Dans les temps à venir, les interventions visant à endiguer l’inflation des prix des produits alimentaires devront, pour être efficaces, associer des mesures budgétaires bien ciblées, des réformes structurelles et des actions coordonnées des pouvoirs publics. Les interventions à court terme sur les prix devront être soigneusement calibrées afin d’éviter des distorsions des marchés et d’assurer une durabilité à long terme. En situation de crise, les mesures budgétaires telles que les transferts monétaires ou les réductions d’impôt temporaires devront être à la fois ciblées et assorties d’un calendrier précis, et s’accompagner de stratégies de retrait claires. Les programmes de protection sociale devront tenir compte des enjeux nutritionnels et être conçus de manière à mieux préserver les plus vulnérables tout en prenant en considération l’érosion de la valeur des transferts dans les contextes de forte inflation.

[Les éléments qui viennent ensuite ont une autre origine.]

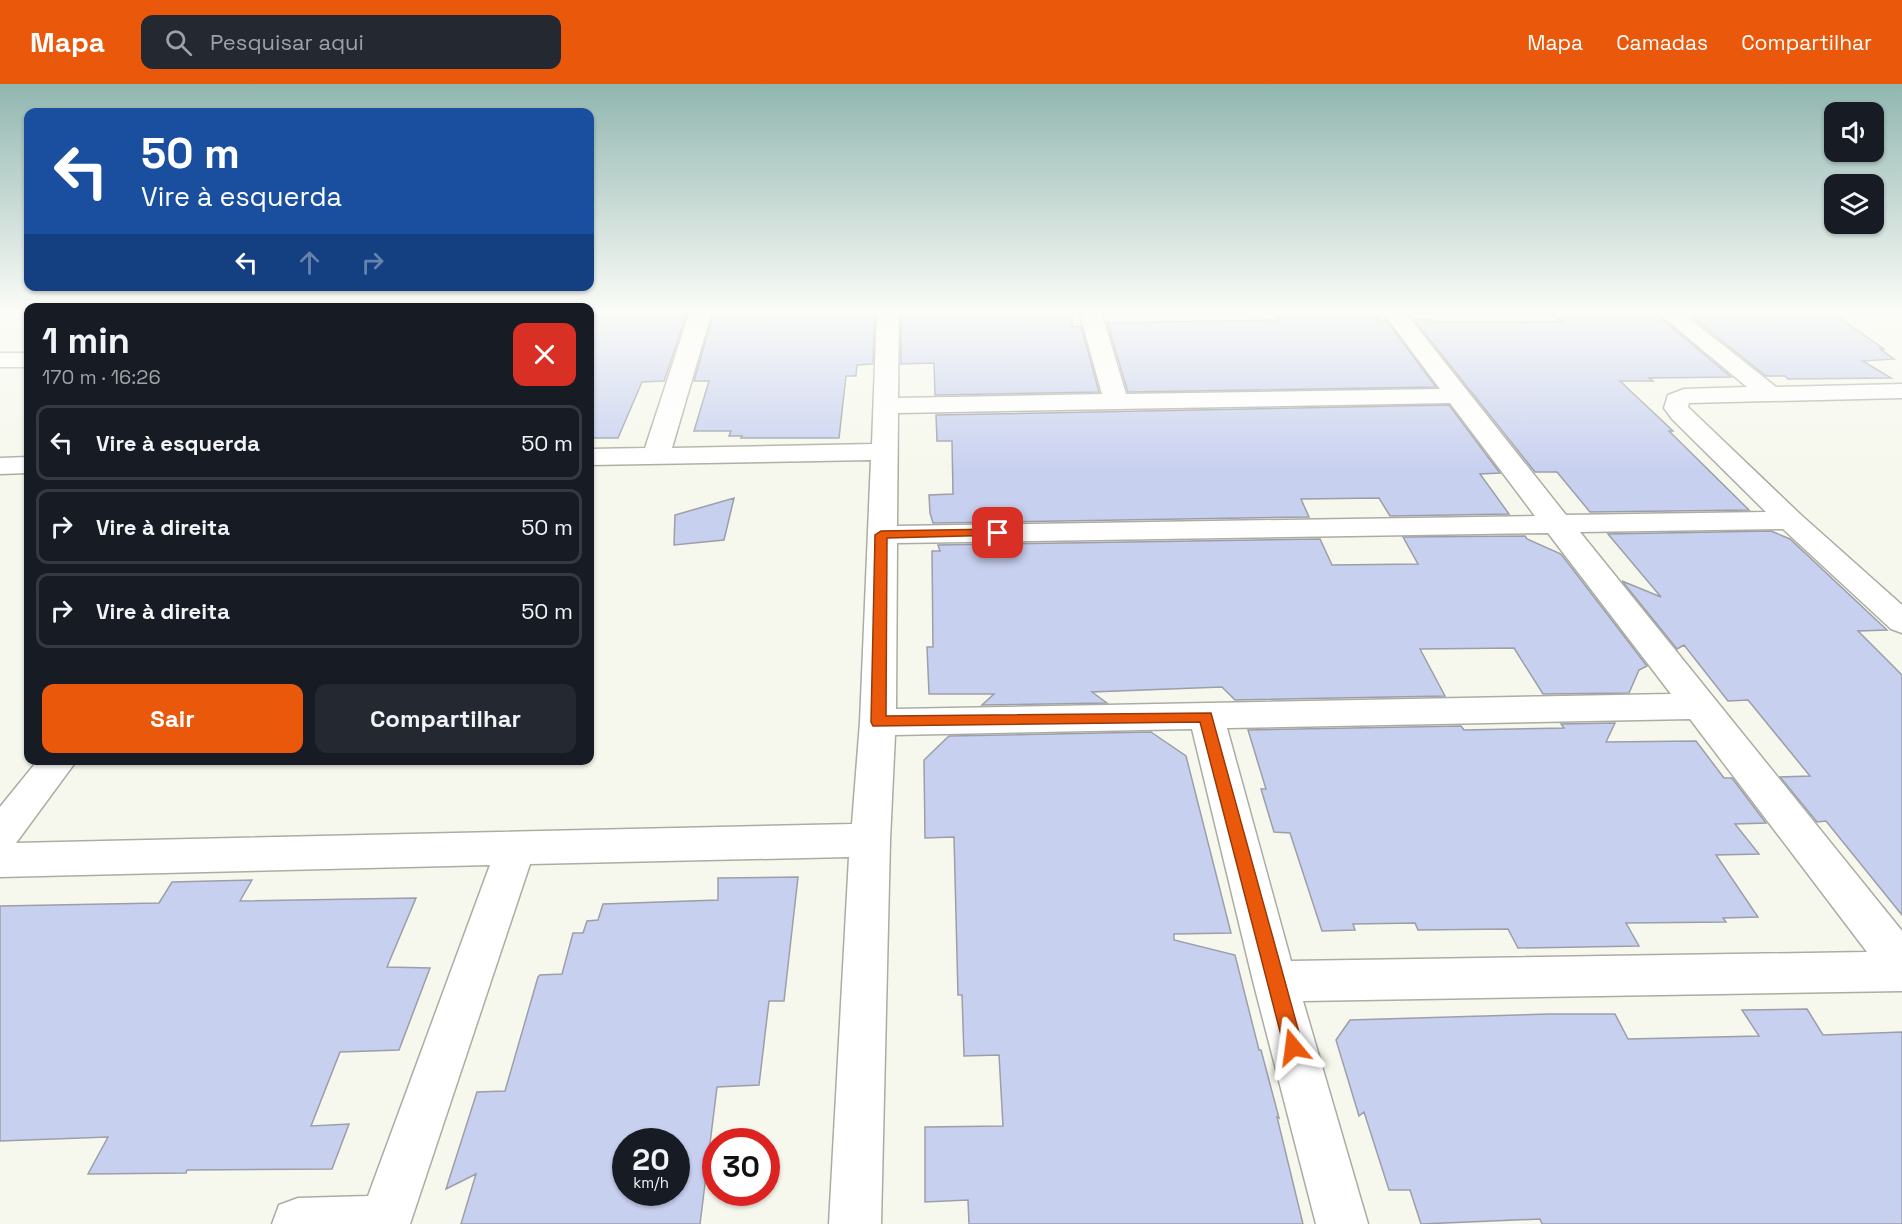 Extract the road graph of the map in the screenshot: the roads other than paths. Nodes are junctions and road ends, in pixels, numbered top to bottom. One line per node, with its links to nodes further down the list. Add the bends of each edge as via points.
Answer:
1 (684, 364): 12 (street)
2 (886, 364): 10 (street)
3 (1105, 364): 9 (street)
4 (1433, 364): 8 (street)
5 (1733, 364): 7 (street)
6 (1902, 391): 7 (street)
7 (1769, 393): 16 (street, via 1684,396 1676,404 1681,414)
8 (1457, 396): 9 (street); 17 (street)
9 (1116, 401): 10 (street)
10 (885, 406): 11 (street)
11 (883, 452): 12 (street); 18 (street)
12 (656, 456): 13 (street)
13 (594, 457)
14 (24, 465): 15 (street)
15 (0, 466)
16 (1790, 520): 17 (street); 19 (street)
17 (1556, 522): 18 (street); 20 (street)
18 (881, 535): 22 (street)
19 (1902, 622)
20 (1701, 706): 21 (street); 28 (street)
21 (1206, 716): 22 (street); 30 (street)
22 (878, 722): 25 (street)
23 (55, 765): 24 (street)
24 (0, 835)
25 (870, 840): 26 (street); 33 (street)
26 (516, 847): 27 (street); 31 (street)
27 (0, 860)
28 (1902, 964)
29 (1902, 971): 30 (street)
30 (1275, 981): 34 (street)
31 (385, 1223): 32 (street)
32 (298, 1224)
33 (855, 1224)
34 (1342, 1224) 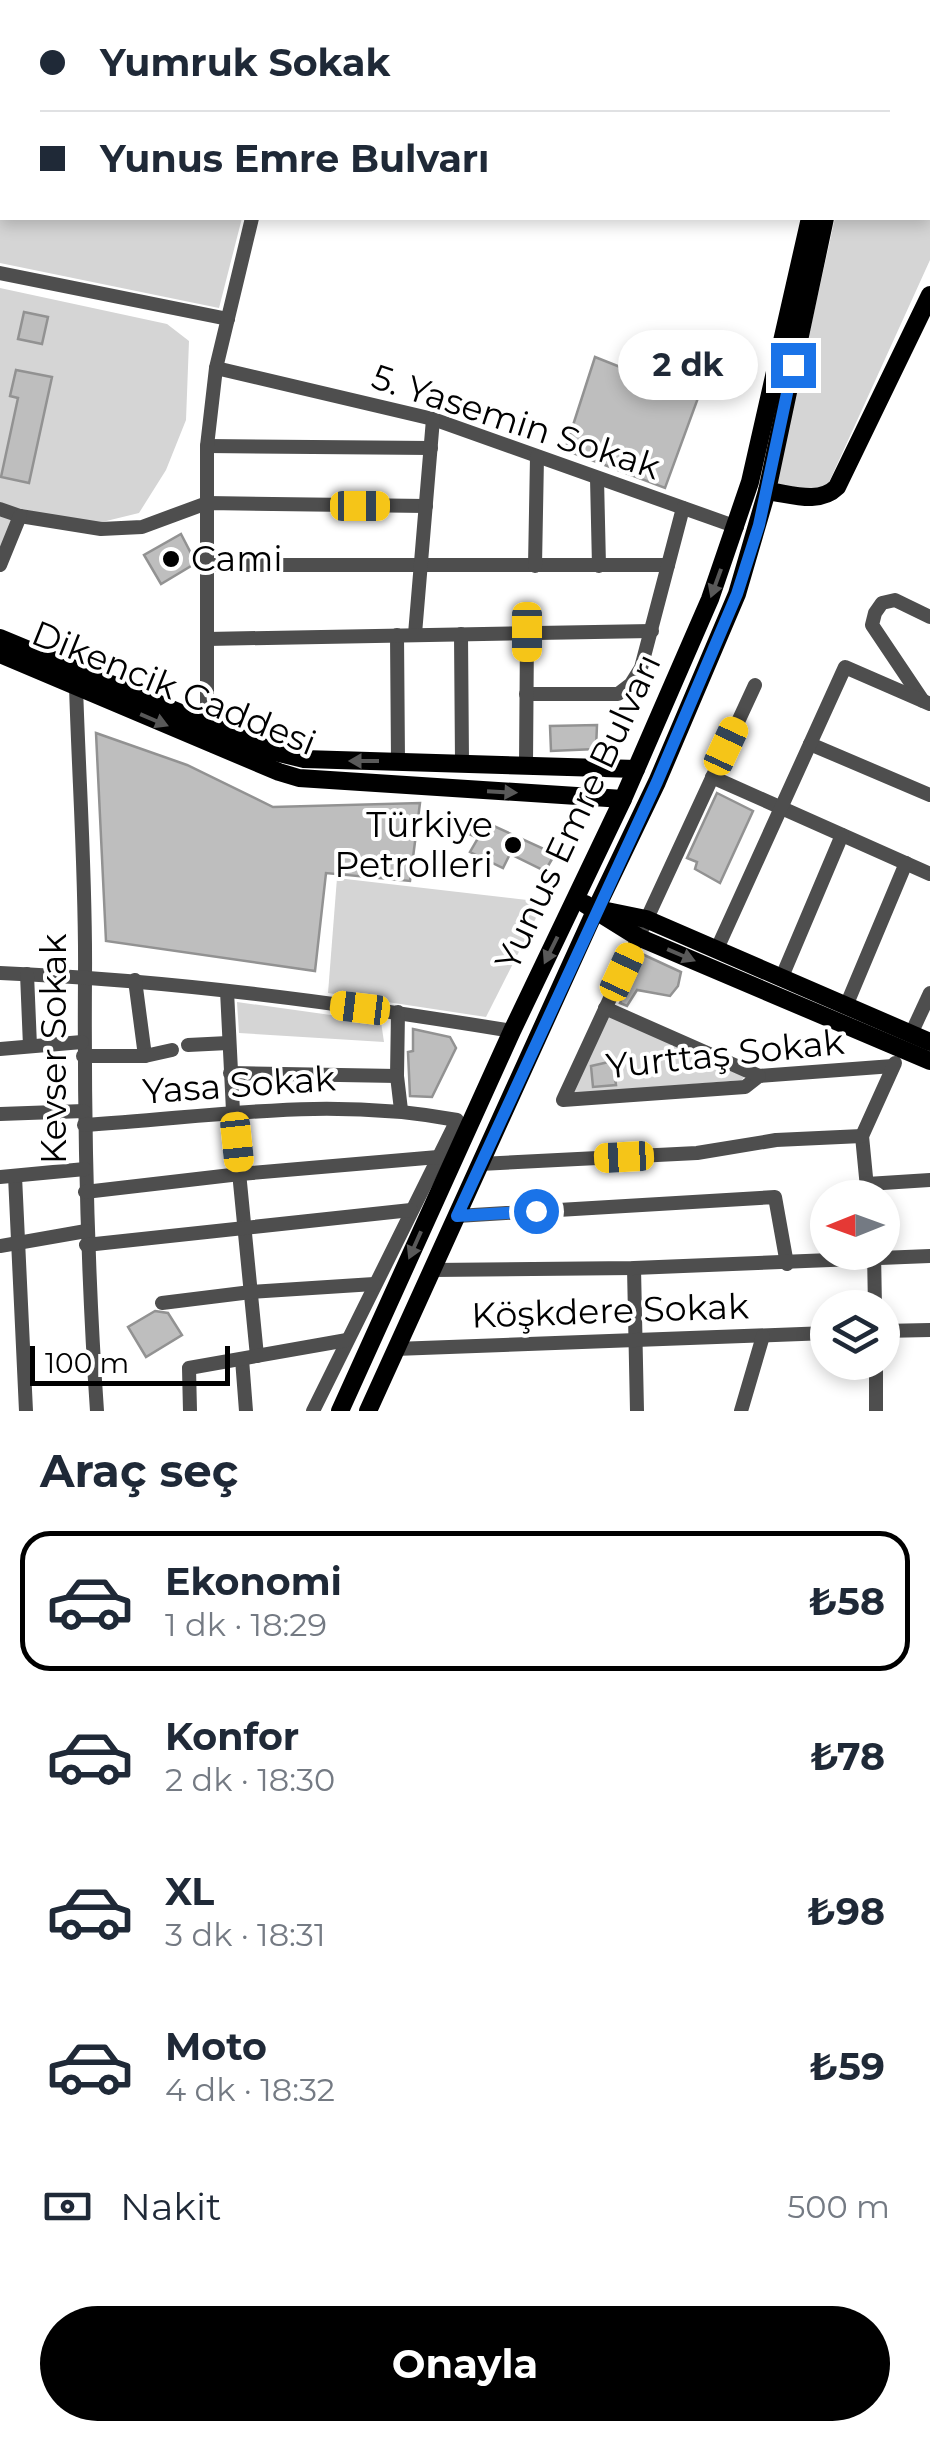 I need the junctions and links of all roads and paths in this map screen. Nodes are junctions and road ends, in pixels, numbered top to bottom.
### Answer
1 (252, 220) edge
2 (810, 220) edge
3 (826, 220) edge
4 (0, 273) edge
5 (930, 295) edge
6 (228, 319) junction
7 (216, 368) junction
8 (434, 420) junction
9 (206, 446) junction
10 (431, 448) junction
11 (537, 456) junction
12 (597, 478) junction
13 (767, 491) junction
14 (206, 503) junction
15 (426, 506) junction
16 (683, 508) junction
17 (0, 509) edge
18 (20, 516) junction
19 (736, 527) junction
20 (0, 565) edge
21 (207, 565) junction
22 (668, 565) junction
23 (421, 566) junction
24 (535, 566) junction
25 (598, 566) junction
26 (930, 617) edge
27 (652, 630) junction
28 (527, 632) junction
29 (416, 634) junction
30 (460, 634) junction
31 (397, 635) junction
32 (0, 638) edge
33 (207, 638) junction
34 (0, 654) edge
35 (755, 684) dead end
36 (76, 686) junction
37 (526, 694) junction
38 (927, 702) edge
39 (207, 724) junction
40 (810, 744) junction
41 (398, 762) junction
42 (462, 762) junction
43 (526, 764) junction
44 (636, 769) junction
45 (712, 776) junction
46 (930, 795) edge
47 (623, 799) junction
48 (782, 808) junction
49 (842, 834) junction
50 (906, 863) junction
51 (930, 874) edge
52 (576, 900) junction
53 (596, 909) junction
54 (646, 919) junction
55 (638, 937) junction
56 (716, 951) junction
57 (0, 973) edge
58 (27, 974) junction
59 (85, 975) junction
60 (135, 980) junction
61 (781, 980) junction
62 (227, 991) junction
63 (930, 993) edge
64 (846, 1006) junction
65 (605, 1008) junction
66 (398, 1012) junction
67 (512, 1031) junction
68 (906, 1041) junction
69 (930, 1042) edge
70 (228, 1043) junction
71 (188, 1045) dead end
72 (30, 1046) junction
73 (0, 1048) edge
74 (83, 1049) junction
75 (172, 1050) dead end
76 (145, 1056) junction
77 (930, 1061) edge
78 (893, 1066) junction
79 (230, 1073) junction
80 (397, 1076) junction
81 (759, 1076) junction
82 (402, 1110) junction
83 (233, 1111) junction
84 (0, 1114) edge
85 (84, 1118) junction
86 (862, 1136) junction
87 (438, 1157) junction
88 (480, 1164) junction
89 (85, 1169) junction
90 (240, 1174) junction
91 (8, 1177) edge
92 (867, 1180) edge
93 (930, 1180) edge
94 (900, 1185) edge
95 (85, 1192) junction
96 (411, 1210) junction
97 (457, 1216) junction
98 (245, 1227) junction
99 (86, 1238) junction
100 (19, 1243) junction
101 (0, 1246) edge
102 (900, 1255) edge
103 (930, 1256) edge
104 (810, 1262) edge
105 (787, 1264) junction
106 (634, 1268) junction
107 (432, 1270) junction
108 (374, 1284) junction
109 (251, 1292) junction
110 (162, 1303) dead end
111 (930, 1330) edge
112 (900, 1331) edge
113 (810, 1334) edge
114 (764, 1336) junction
115 (347, 1340) junction
116 (634, 1341) junction
117 (396, 1349) junction
118 (250, 1358) junction
119 (876, 1380) edge
120 (26, 1411) edge
121 (97, 1411) edge
122 (190, 1411) edge
123 (246, 1411) edge
124 (313, 1411) edge
125 (340, 1411) edge
126 (368, 1411) edge
127 (637, 1411) edge
128 (741, 1411) edge
129 (876, 1411) edge

1 - 6 street
2 - 19 main road, Yunus Emre Bulvarı
3 - 13 main road, Yunus Emre Bulvarı
4 - 6 street
5 - 13 main road
6 - 7 street
7 - 8 street, 5. Yasemin Sokak
7 - 9 street
8 - 10 street
8 - 11 street, 5. Yasemin Sokak
9 - 10 street
9 - 14 street
10 - 15 street
11 - 12 street, 5. Yasemin Sokak
11 - 24 street
12 - 16 street, 5. Yasemin Sokak
12 - 25 street
13 - 53 main road, Yunus Emre Bulvarı
14 - 15 street
14 - 18 street
14 - 21 street
15 - 23 street
16 - 19 street, 5. Yasemin Sokak
16 - 22 street
17 - 18 street
18 - 20 street
19 -> 44 main road, Yunus Emre Bulvarı
21 - 23 street
21 - 33 street
22 - 25 street
22 - 27 street
23 - 24 street
23 - 29 street
24 - 25 street
26 - 38 street
27 - 28 street
27 - 37 street
28 - 30 street
28 - 37 street
29 - 30 street
29 - 31 street
30 - 42 street
31 - 33 street
31 - 41 street
32 - 39 main road, Dikencik Caddesi
33 - 39 street
34 - 36 main road, Dikencik Caddesi
35 - 45 street
36 -> 47 main road, Dikencik Caddesi
36 - 59 street, Kevser Sokak
37 - 43 street
38 - 40 street
41 -> 39 main road, Dikencik Caddesi
40 - 46 street
40 - 48 street
41 - 42 main road, Dikencik Caddesi
42 - 43 main road, Dikencik Caddesi
43 - 44 main road, Dikencik Caddesi
44 - 47 main road, Yunus Emre Bulvarı
45 - 48 street
45 - 54 street
47 - 52 main road, Yunus Emre Bulvarı
48 - 49 street
48 - 56 street
49 - 50 street
49 - 61 street
50 - 51 street
50 - 64 street
52 - 53 main road
52 -> 67 main road, Yunus Emre Bulvarı
53 - 54 main road
53 - 55 main road
53 - 88 main road, Yunus Emre Bulvarı
54 - 55 street
54 - 56 main road
55 - 65 street
55 -> 68 main road
56 - 61 main road
57 - 58 street
58 - 59 street
58 - 72 street
59 - 60 street
59 - 74 street, Kevser Sokak
60 - 62 street
60 - 76 street
61 - 64 main road
62 - 66 street
62 - 70 street
63 - 68 street
64 - 68 main road
65 - 81 street
65 - 81 street, Yurttaş Sokak
66 - 67 street
66 - 80 street
67 -> 125 main road, Yunus Emre Bulvarı
68 - 69 main road
68 - 77 main road
68 - 78 street
70 - 71 street
70 - 79 street
72 - 73 street
72 - 74 street
74 - 76 street
74 - 85 street, Kevser Sokak
75 - 76 street
78 - 81 street, Yurttaş Sokak
78 - 86 street
79 - 80 street
79 - 83 street
80 - 82 street
82 - 83 street, Yasa Sokak
82 - 87 street, Yasa Sokak
83 - 85 street, Yasa Sokak
83 - 90 street
84 - 85 street, Yasa Sokak
85 - 89 street, Kevser Sokak
86 - 88 street
86 - 92 street
87 - 90 street
87 - 96 street
88 - 97 main road, Yunus Emre Bulvarı
89 - 91 street
89 - 95 street, Kevser Sokak
90 - 95 street
90 - 98 street
91 - 100 street
93 - 94 street
95 - 99 street, Kevser Sokak
96 - 98 street
96 - 108 street
97 - 105 street
97 - 107 main road, Yunus Emre Bulvarı
98 - 99 street
98 - 109 street
99 - 100 street
99 - 121 street, Kevser Sokak
100 - 101 street
100 - 120 street
102 - 103 street
104 - 105 street
105 - 106 street
106 - 107 street
106 - 116 street
107 - 117 main road, Yunus Emre Bulvarı
108 - 109 street
108 - 115 street
109 - 110 street
109 - 118 street
111 - 112 street
113 - 114 street, Köşkdere Sokak
114 - 116 street, Köşkdere Sokak
114 - 128 street
115 - 118 street
115 - 124 street
116 - 117 street, Köşkdere Sokak
116 - 127 street
117 - 126 main road, Yunus Emre Bulvarı
118 - 122 street
118 - 123 street
119 - 129 street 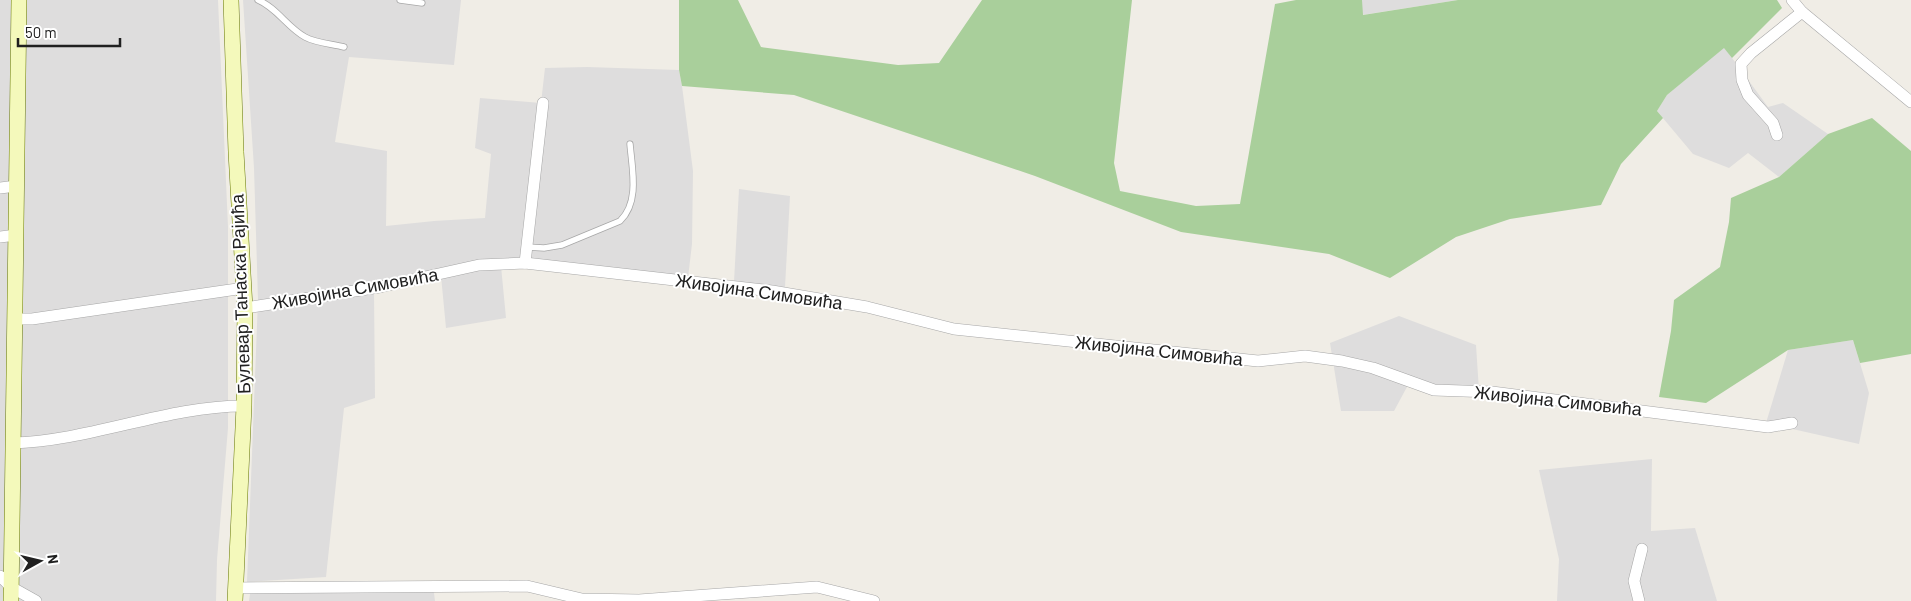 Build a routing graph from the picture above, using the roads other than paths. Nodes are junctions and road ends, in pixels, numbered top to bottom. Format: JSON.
{"nodes":[{"id":1,"x":19,"y":0,"type":"edge"},
{"id":2,"x":231,"y":0,"type":"edge"},
{"id":3,"x":258,"y":0,"type":"edge"},
{"id":4,"x":400,"y":0,"type":"edge"},
{"id":5,"x":1792,"y":0,"type":"edge"},
{"id":6,"x":422,"y":3,"type":"dead end"},
{"id":7,"x":1802,"y":12,"type":"junction"},
{"id":8,"x":344,"y":47,"type":"dead end"},
{"id":9,"x":543,"y":102,"type":"dead end"},
{"id":10,"x":1911,"y":102,"type":"edge"},
{"id":11,"x":1777,"y":135,"type":"dead end"},
{"id":12,"x":630,"y":144,"type":"dead end"},
{"id":13,"x":16,"y":186,"type":"junction"},
{"id":14,"x":0,"y":188,"type":"edge"},
{"id":15,"x":16,"y":235,"type":"junction"},
{"id":16,"x":0,"y":238,"type":"edge"},
{"id":17,"x":526,"y":247,"type":"junction"},
{"id":18,"x":525,"y":263,"type":"junction"},
{"id":19,"x":244,"y":288,"type":"junction"},
{"id":20,"x":245,"y":308,"type":"junction"},
{"id":21,"x":16,"y":319,"type":"junction"},
{"id":22,"x":244,"y":406,"type":"junction"},
{"id":23,"x":1792,"y":423,"type":"dead end"},
{"id":24,"x":12,"y":443,"type":"junction"},
{"id":25,"x":1642,"y":549,"type":"dead end"},
{"id":26,"x":0,"y":576,"type":"edge"},
{"id":27,"x":11,"y":594,"type":"edge"},
{"id":28,"x":235,"y":595,"type":"edge"},
{"id":29,"x":36,"y":601,"type":"edge"},
{"id":30,"x":874,"y":601,"type":"edge"},
{"id":31,"x":1639,"y":601,"type":"edge"}],
"edges":[{"from":1,"to":13,"type":"street"},
{"from":2,"to":19,"type":"street","name":"Булевар Танаска Рајића"},
{"from":3,"to":8,"type":"lane"},
{"from":4,"to":6,"type":"lane"},
{"from":5,"to":7,"type":"street"},
{"from":7,"to":10,"type":"street"},
{"from":7,"to":11,"type":"street"},
{"from":9,"to":17,"type":"street"},
{"from":12,"to":17,"type":"lane"},
{"from":13,"to":14,"type":"street"},
{"from":13,"to":15,"type":"street"},
{"from":15,"to":16,"type":"street"},
{"from":15,"to":21,"type":"street"},
{"from":17,"to":18,"type":"street"},
{"from":18,"to":20,"type":"street","name":"Живојина Симовића"},
{"from":18,"to":23,"type":"street","name":"Живојина Симовића"},
{"from":19,"to":20,"type":"street","name":"Булевар Танаска Рајића"},
{"from":19,"to":21,"type":"street"},
{"from":20,"to":22,"type":"street","name":"Булевар Танаска Рајића"},
{"from":21,"to":24,"type":"street"},
{"from":22,"to":24,"type":"street"},
{"from":22,"to":28,"type":"street","name":"Булевар Танаска Рајића"},
{"from":24,"to":27,"type":"street"},
{"from":25,"to":31,"type":"street"},
{"from":26,"to":27,"type":"street"},
{"from":27,"to":29,"type":"street"},
{"from":28,"to":30,"type":"street","name":"Булевар Танаска Рајића"}]}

Au niveau macroéconomique, une gestion budgétaire rigoureuse, associée à une politique monétaire crédible et transparente, contribue à stabiliser les marchés et à renforcer la confiance des investisseurs. Les banques centrales jouent un rôle crucial en donnant confiance dans la stabilité de l’inflation future, mais doivent pour cela anticiper les tendances budgétaires et harmoniser les instruments d’action publique en conséquence. Il est essentiel de renforcer la coordination entre les autorités budgétaires et monétaires afin de veiller à la cohérence des politiques, notamment dans le contexte d’une inflation des prix des produits alimentaires qui peut rapidement se transmettre à des économies entières.

Les mesures structurelles sont tout aussi essentielles. Les investissements dans le stockage des produits alimentaires, les infrastructures de transport et les systèmes d’information sur les marchés peuvent réduire les pertes de denrées alimentaires, améliorer l’efficience des chaînes d’approvisionnement et atténuer l’instabilité future des prix. Le maintien de réserves stratégiques bien conçues et l’amélioration de la transparence des marchés contribuent au renforcement de la stabilité des marchés des produits alimentaires, et ces mesures peuvent être intégrées dans des cadres complets de gestion des risques.

L’analyse proposée dans la présente édition du rapport expose avec force que, si le problème de l’inflation des prix des denrées alimentaires reste pressant, il n’est pas pour autant insurmontable. Des investissements soutenus, une meilleure coordination des politiques, une transparence accrue, des mesures qui mettent davantage l’accent sur l’alimentation saine, et des innovations continues au niveau institutionnel seront essentiels pour renforcer la résilience aux chocs futurs. Les enseignements tirés ces dernières années offrent un fil conducteur pour remédier aux effets immédiats de l’inflation des prix des produits alimentaires sur la sécurité alimentaire et la nutrition, et pour contribuer à moyen terme à la concrétisation de l’ODD 2 et d’une alimentation saine et abordable pour tous.